Showing 2 changed files with 50 additions and 3 deletions.
diff --git a/internal/impl/config.go b/internal/impl/config.go
@@ -83,6 +83,12 @@ type kubeConfig struct {
 	// [1] https://pkg.go.dev/k8s.io/kubernetes/pkg/apis/autoscaling#HorizontalPodAutoscalerSpec.

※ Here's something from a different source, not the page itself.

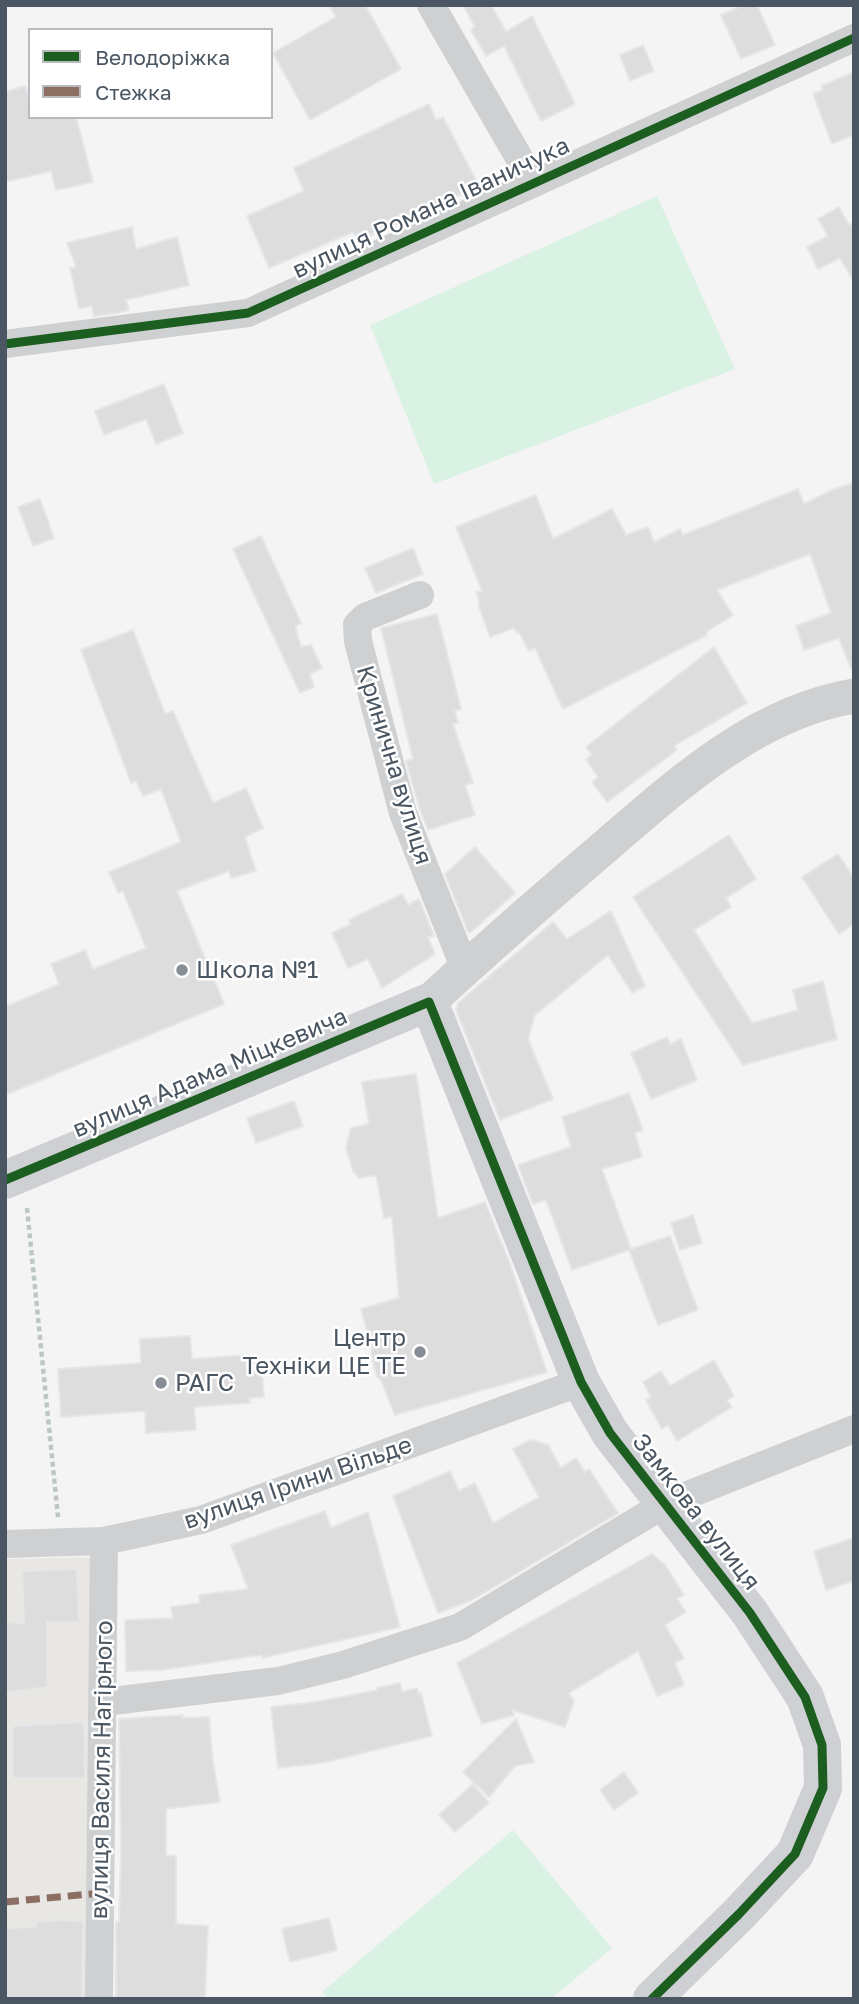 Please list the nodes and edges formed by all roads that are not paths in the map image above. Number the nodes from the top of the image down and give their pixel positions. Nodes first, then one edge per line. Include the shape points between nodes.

 	ScalingSpec *autoscalingv2.HorizontalPodAutoscalerSpec
 
+	// Specs for pod affinity. Note that the affinity specs should satisfy
+	// the format specified in [1].
+	//
+	// [1] https://pkg.go.dev/k8s.io/api/core/v1#Affinity
+	AffinitySpec *corev1.Affinity
+
 	// Volumes that should be provided to all the running components.
 	StorageSpec volumeSpecs
 

diff --git a/internal/impl/kube.go b/internal/impl/kube.go
@@ -96,6 +96,10 @@ func buildDeployment(d deployment, g group) (*appsv1.Deployment, error) {
 		dnsPolicy = corev1.DNSClusterFirstWithHostNet
 	}
 
+	matchLabels := map[string]string{
+		"serviceweaver/name": name,
+	}
+
 	// Create container.
 	container, err := buildContainer(d, g)
 	if err != nil {
@@ -121,9 +125,7 @@ func buildDeployment(d deployment, g group) (*appsv1.Deployment, error) {
 		},
 		Spec: appsv1.DeploymentSpec{
 			Selector: &metav1.LabelSelector{
-				MatchLabels: map[string]string{
-					"serviceweaver/name": name,
-				},
+				MatchLabels: matchLabels,
 			},
 			Template: corev1.PodTemplateSpec{
 				ObjectMeta: metav1.ObjectMeta{
@@ -138,6 +140,7 @@ func buildDeployment(d deployment, g group) (*appsv1.Deployment, error) {
 					Containers:         []corev1.Container{container},
 					DNSPolicy:          dnsPolicy,
 					HostNetwork:        d.config.UseHostNetwork,
+					Affinity:           updateAffinitySpec(d.config.AffinitySpec, matchLabels),
 					Volumes: []corev1.Volume{
 						{
 							Name: "config",
@@ -711,7 +714,45 @@ func newDeployment(app *protos.AppConfig, cfg *kubeConfig, depId, image string)
 		app:          app,
 		groups:       sorted,
 	}, nil
+}
 
+// updateAffinitySpec updates an affinity spec with a rule that instructs the
+// kubernetes scheduler to try its best to assign different replicas for the same
+// deployment to different nodes.
+//
+// Note that this rule isn't necessarily enforced, and the scheduler can ignore
+// it if there is no way this can be done (e.g., number of replicas is greater or
+// equal to the number of nodes).
+func updateAffinitySpec(spec *corev1.Affinity, labels map[string]string) *corev1.Affinity {
+	updated := &corev1.Affinity{PodAntiAffinity: &corev1.PodAntiAffinity{
+		PreferredDuringSchedulingIgnoredDuringExecution: []corev1.WeightedPodAffinityTerm{
+			{
+				Weight: 100,
+				PodAffinityTerm: corev1.PodAffinityTerm{
+					LabelSelector: &metav1.LabelSelector{
+						MatchLabels: labels,
+					},
+					TopologyKey: corev1.LabelHostname,
+				},
+			},
+		},
+	},
+	}
+	if spec == nil {
+		return updated
+	}
+	if spec.NodeAffinity != nil {
+		updated.NodeAffinity = spec.NodeAffinity
+	}
+	if spec.PodAffinity != nil {
+		updated.PodAffinity = spec.PodAffinity
+	}
+	if spec.PodAntiAffinity != nil {
+		updated.PodAntiAffinity.RequiredDuringSchedulingIgnoredDuringExecution = spec.PodAntiAffinity.RequiredDuringSchedulingIgnoredDuringExecution
+		updated.PodAntiAffinity.PreferredDuringSchedulingIgnoredDuringExecution = append(
+			updated.PodAntiAffinity.PreferredDuringSchedulingIgnoredDuringExecution, spec.PodAntiAffinity.PreferredDuringSchedulingIgnoredDuringExecution...)
+	}
+	return updated
 }
 
 // newListener returns a new listener.